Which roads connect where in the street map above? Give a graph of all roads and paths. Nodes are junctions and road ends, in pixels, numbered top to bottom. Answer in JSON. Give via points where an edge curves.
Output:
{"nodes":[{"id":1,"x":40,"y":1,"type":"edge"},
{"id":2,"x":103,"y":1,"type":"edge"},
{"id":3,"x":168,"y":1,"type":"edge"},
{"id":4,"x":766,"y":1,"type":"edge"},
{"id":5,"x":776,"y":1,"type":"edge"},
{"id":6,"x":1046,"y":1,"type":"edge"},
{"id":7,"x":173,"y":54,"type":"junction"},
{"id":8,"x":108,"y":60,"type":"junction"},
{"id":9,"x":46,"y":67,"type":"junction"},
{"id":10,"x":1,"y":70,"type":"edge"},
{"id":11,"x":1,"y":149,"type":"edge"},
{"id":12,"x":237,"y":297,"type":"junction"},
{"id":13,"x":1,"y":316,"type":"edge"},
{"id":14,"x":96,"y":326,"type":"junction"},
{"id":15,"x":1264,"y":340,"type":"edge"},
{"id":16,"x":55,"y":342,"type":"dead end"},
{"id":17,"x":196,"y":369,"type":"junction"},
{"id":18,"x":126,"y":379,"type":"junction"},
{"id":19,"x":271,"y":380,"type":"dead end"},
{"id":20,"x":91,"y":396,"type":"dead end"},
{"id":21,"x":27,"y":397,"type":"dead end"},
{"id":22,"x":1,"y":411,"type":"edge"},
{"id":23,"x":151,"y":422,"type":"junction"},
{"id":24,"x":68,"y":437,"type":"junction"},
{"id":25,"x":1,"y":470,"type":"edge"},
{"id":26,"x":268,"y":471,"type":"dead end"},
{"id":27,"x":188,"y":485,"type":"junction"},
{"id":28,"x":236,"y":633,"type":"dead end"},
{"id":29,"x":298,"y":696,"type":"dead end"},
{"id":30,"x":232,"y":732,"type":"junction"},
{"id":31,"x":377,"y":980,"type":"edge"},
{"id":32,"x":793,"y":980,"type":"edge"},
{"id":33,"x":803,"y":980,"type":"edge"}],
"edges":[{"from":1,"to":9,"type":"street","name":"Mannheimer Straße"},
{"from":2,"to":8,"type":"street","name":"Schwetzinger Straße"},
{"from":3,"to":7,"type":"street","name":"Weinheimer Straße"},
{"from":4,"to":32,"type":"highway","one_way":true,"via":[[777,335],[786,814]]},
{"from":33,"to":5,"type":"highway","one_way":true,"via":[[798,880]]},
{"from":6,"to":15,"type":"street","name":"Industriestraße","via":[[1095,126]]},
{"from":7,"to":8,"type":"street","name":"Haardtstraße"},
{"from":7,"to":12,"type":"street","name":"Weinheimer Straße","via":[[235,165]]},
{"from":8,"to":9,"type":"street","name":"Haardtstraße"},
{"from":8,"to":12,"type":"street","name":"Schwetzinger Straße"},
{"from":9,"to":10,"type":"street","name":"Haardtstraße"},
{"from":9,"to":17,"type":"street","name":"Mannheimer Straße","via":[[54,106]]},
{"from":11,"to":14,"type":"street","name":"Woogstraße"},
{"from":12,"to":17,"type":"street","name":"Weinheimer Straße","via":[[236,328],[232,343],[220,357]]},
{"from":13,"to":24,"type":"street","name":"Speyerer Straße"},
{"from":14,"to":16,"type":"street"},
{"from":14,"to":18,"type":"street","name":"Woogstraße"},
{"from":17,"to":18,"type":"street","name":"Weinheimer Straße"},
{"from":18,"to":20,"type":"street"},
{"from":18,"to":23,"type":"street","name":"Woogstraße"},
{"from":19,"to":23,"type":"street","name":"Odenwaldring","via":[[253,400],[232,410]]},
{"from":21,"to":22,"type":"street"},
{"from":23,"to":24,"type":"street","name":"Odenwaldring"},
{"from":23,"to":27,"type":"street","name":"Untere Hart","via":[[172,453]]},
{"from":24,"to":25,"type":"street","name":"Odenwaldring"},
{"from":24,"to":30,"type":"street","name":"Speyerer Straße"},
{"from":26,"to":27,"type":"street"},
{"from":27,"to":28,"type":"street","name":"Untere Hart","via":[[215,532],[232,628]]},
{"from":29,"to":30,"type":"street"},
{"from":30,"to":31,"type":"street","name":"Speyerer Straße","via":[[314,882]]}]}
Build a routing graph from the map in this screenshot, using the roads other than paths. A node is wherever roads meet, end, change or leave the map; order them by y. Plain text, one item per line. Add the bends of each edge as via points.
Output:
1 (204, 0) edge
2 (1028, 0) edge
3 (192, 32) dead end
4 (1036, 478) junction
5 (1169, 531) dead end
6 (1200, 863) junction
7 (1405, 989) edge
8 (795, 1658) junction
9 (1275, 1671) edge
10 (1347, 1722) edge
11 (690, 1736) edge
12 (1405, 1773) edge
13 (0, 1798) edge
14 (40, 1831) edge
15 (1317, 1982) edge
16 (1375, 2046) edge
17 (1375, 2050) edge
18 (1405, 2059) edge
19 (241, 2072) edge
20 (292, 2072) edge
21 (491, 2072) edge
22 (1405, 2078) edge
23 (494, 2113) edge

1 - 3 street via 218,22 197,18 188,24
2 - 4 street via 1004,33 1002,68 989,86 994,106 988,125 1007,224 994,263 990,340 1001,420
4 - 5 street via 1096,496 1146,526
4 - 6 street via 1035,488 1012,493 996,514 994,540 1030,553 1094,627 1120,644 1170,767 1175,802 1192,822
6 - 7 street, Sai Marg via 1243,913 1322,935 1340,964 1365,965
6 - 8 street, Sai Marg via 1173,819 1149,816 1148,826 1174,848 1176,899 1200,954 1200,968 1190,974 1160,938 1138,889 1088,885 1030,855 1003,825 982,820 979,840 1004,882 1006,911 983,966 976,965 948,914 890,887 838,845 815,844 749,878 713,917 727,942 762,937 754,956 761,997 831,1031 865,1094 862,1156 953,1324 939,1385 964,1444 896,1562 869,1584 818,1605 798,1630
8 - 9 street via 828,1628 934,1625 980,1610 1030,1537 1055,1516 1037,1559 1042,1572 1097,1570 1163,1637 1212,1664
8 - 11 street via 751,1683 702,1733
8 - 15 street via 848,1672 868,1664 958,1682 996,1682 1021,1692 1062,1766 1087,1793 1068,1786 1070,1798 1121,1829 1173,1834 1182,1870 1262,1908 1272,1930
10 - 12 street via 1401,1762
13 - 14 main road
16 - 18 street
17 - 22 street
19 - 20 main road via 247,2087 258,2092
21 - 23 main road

● ● ● ● ●

What to produce
Every line of the material must be duplicated exactly.

Written solution
Which roads connect where in the street map above? Give a graph of all roads and paths. Nodes are junctions and road ends, in pixels, numbered top to bottom. Answer in JSON. Give via points where an edge curves.
Output:
{"nodes":[{"id":1,"x":40,"y":1,"type":"edge"},
{"id":2,"x":103,"y":1,"type":"edge"},
{"id":3,"x":168,"y":1,"type":"edge"},
{"id":4,"x":766,"y":1,"type":"edge"},
{"id":5,"x":776,"y":1,"type":"edge"},
{"id":6,"x":1046,"y":1,"type":"edge"},
{"id":7,"x":173,"y":54,"type":"junction"},
{"id":8,"x":108,"y":60,"type":"junction"},
{"id":9,"x":46,"y":67,"type":"junction"},
{"id":10,"x":1,"y":70,"type":"edge"},
{"id":11,"x":1,"y":149,"type":"edge"},
{"id":12,"x":237,"y":297,"type":"junction"},
{"id":13,"x":1,"y":316,"type":"edge"},
{"id":14,"x":96,"y":326,"type":"junction"},
{"id":15,"x":1264,"y":340,"type":"edge"},
{"id":16,"x":55,"y":342,"type":"dead end"},
{"id":17,"x":196,"y":369,"type":"junction"},
{"id":18,"x":126,"y":379,"type":"junction"},
{"id":19,"x":271,"y":380,"type":"dead end"},
{"id":20,"x":91,"y":396,"type":"dead end"},
{"id":21,"x":27,"y":397,"type":"dead end"},
{"id":22,"x":1,"y":411,"type":"edge"},
{"id":23,"x":151,"y":422,"type":"junction"},
{"id":24,"x":68,"y":437,"type":"junction"},
{"id":25,"x":1,"y":470,"type":"edge"},
{"id":26,"x":268,"y":471,"type":"dead end"},
{"id":27,"x":188,"y":485,"type":"junction"},
{"id":28,"x":236,"y":633,"type":"dead end"},
{"id":29,"x":298,"y":696,"type":"dead end"},
{"id":30,"x":232,"y":732,"type":"junction"},
{"id":31,"x":377,"y":980,"type":"edge"},
{"id":32,"x":793,"y":980,"type":"edge"},
{"id":33,"x":803,"y":980,"type":"edge"}],
"edges":[{"from":1,"to":9,"type":"street","name":"Mannheimer Straße"},
{"from":2,"to":8,"type":"street","name":"Schwetzinger Straße"},
{"from":3,"to":7,"type":"street","name":"Weinheimer Straße"},
{"from":4,"to":32,"type":"highway","one_way":true,"via":[[777,335],[786,814]]},
{"from":33,"to":5,"type":"highway","one_way":true,"via":[[798,880]]},
{"from":6,"to":15,"type":"street","name":"Industriestraße","via":[[1095,126]]},
{"from":7,"to":8,"type":"street","name":"Haardtstraße"},
{"from":7,"to":12,"type":"street","name":"Weinheimer Straße","via":[[235,165]]},
{"from":8,"to":9,"type":"street","name":"Haardtstraße"},
{"from":8,"to":12,"type":"street","name":"Schwetzinger Straße"},
{"from":9,"to":10,"type":"street","name":"Haardtstraße"},
{"from":9,"to":17,"type":"street","name":"Mannheimer Straße","via":[[54,106]]},
{"from":11,"to":14,"type":"street","name":"Woogstraße"},
{"from":12,"to":17,"type":"street","name":"Weinheimer Straße","via":[[236,328],[232,343],[220,357]]},
{"from":13,"to":24,"type":"street","name":"Speyerer Straße"},
{"from":14,"to":16,"type":"street"},
{"from":14,"to":18,"type":"street","name":"Woogstraße"},
{"from":17,"to":18,"type":"street","name":"Weinheimer Straße"},
{"from":18,"to":20,"type":"street"},
{"from":18,"to":23,"type":"street","name":"Woogstraße"},
{"from":19,"to":23,"type":"street","name":"Odenwaldring","via":[[253,400],[232,410]]},
{"from":21,"to":22,"type":"street"},
{"from":23,"to":24,"type":"street","name":"Odenwaldring"},
{"from":23,"to":27,"type":"street","name":"Untere Hart","via":[[172,453]]},
{"from":24,"to":25,"type":"street","name":"Odenwaldring"},
{"from":24,"to":30,"type":"street","name":"Speyerer Straße"},
{"from":26,"to":27,"type":"street"},
{"from":27,"to":28,"type":"street","name":"Untere Hart","via":[[215,532],[232,628]]},
{"from":29,"to":30,"type":"street"},
{"from":30,"to":31,"type":"street","name":"Speyerer Straße","via":[[314,882]]}]}
Build a routing graph from the map in this screenshot, using the roads other than paths. A node is wherever roads meet, end, change or leave the map; order them by y. Plain text, one item per line. Add the bends of each edge as via points.
Output:
1 (204, 0) edge
2 (1028, 0) edge
3 (192, 32) dead end
4 (1036, 478) junction
5 (1169, 531) dead end
6 (1200, 863) junction
7 (1405, 989) edge
8 (795, 1658) junction
9 (1275, 1671) edge
10 (1347, 1722) edge
11 (690, 1736) edge
12 (1405, 1773) edge
13 (0, 1798) edge
14 (40, 1831) edge
15 (1317, 1982) edge
16 (1375, 2046) edge
17 (1375, 2050) edge
18 (1405, 2059) edge
19 (241, 2072) edge
20 (292, 2072) edge
21 (491, 2072) edge
22 (1405, 2078) edge
23 (494, 2113) edge

1 - 3 street via 218,22 197,18 188,24
2 - 4 street via 1004,33 1002,68 989,86 994,106 988,125 1007,224 994,263 990,340 1001,420
4 - 5 street via 1096,496 1146,526
4 - 6 street via 1035,488 1012,493 996,514 994,540 1030,553 1094,627 1120,644 1170,767 1175,802 1192,822
6 - 7 street, Sai Marg via 1243,913 1322,935 1340,964 1365,965
6 - 8 street, Sai Marg via 1173,819 1149,816 1148,826 1174,848 1176,899 1200,954 1200,968 1190,974 1160,938 1138,889 1088,885 1030,855 1003,825 982,820 979,840 1004,882 1006,911 983,966 976,965 948,914 890,887 838,845 815,844 749,878 713,917 727,942 762,937 754,956 761,997 831,1031 865,1094 862,1156 953,1324 939,1385 964,1444 896,1562 869,1584 818,1605 798,1630
8 - 9 street via 828,1628 934,1625 980,1610 1030,1537 1055,1516 1037,1559 1042,1572 1097,1570 1163,1637 1212,1664
8 - 11 street via 751,1683 702,1733
8 - 15 street via 848,1672 868,1664 958,1682 996,1682 1021,1692 1062,1766 1087,1793 1068,1786 1070,1798 1121,1829 1173,1834 1182,1870 1262,1908 1272,1930
10 - 12 street via 1401,1762
13 - 14 main road
16 - 18 street
17 - 22 street
19 - 20 main road via 247,2087 258,2092
21 - 23 main road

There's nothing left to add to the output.